On page 15 of the presentation, we take the reader through what the money is being spent on, from the work and asset management and capital programme planning, and managing and operating €11 billion of assets, to page 17, where we outline customer operations and billing functions, and how we have to manage the expectations of 1.8 million customers, which is the largest customer base of any organisation in the country. The support services are listed on page 18 and outline the systems required for supporting 4,300 staff and so on, working with the local authorities to perform their roles.
I will not go through the issue of benefits, except to state that the end of the benefits section on page 20 shows the projection over an eight year period to 2021, regarding the combination of these total efficiencies of €1.1 billion, along with other factors such as the increased income resulting from the introduction of domestic water charges, which will result in a net reduction of at least €2 billion in Exchequer funding of the water industry than would have been the case, absent Irish Water.
Benchmarking, which is outlined on page 21, is quite important. We can glean certain information from documents in respect of UK utilities. For example, Severn Trent Water expects to spend £101 million to upgrade its systems with the objective of achieving the "lowest possible charges". Thames Water installed a new working asset management system in 2011, which is one of the five that we are talking about here, at a cost of £150 million. We provide a Scottish example and an Irish example from bringing together an all island single electricity market.

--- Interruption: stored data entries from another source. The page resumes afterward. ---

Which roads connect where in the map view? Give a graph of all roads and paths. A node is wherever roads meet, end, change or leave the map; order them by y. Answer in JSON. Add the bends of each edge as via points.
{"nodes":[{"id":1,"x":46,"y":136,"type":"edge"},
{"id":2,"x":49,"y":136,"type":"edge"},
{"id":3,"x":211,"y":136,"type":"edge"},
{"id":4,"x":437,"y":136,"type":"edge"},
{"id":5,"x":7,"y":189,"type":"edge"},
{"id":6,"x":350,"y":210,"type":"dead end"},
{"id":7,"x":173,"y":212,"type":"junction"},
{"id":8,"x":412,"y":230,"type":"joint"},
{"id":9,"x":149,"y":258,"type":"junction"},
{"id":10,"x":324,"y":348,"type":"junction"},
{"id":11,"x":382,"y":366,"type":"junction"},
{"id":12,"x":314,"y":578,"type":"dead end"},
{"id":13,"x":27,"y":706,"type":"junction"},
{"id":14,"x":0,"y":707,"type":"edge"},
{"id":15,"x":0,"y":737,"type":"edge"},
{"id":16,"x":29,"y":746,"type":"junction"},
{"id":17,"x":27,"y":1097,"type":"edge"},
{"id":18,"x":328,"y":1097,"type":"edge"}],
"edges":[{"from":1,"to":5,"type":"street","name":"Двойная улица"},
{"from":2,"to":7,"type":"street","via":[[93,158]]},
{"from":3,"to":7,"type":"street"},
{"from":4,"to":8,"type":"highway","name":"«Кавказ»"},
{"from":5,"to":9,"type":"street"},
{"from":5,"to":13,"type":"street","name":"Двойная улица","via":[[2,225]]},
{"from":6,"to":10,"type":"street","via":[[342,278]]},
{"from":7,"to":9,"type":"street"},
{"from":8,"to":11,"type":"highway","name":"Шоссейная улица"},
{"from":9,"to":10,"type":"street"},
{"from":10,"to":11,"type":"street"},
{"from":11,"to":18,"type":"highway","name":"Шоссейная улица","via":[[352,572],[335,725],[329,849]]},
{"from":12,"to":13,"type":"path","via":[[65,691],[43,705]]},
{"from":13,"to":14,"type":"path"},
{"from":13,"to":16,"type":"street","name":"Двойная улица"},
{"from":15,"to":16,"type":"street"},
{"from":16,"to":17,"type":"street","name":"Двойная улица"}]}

I have tried to convey the reality of the situation. Bord Gáis and Irish Water were asked to deliver a project based on Government policy, with an incredibly exacting timeframe. This is what we are doing, within time and on budget. There have been extremely demanding timelines involved, and the people who have worked in this project to make this happen deserve great credit in my view.
I have tried to cover as much as I could in the synopsis. Obviously, we will take every question the committee wishes to ask.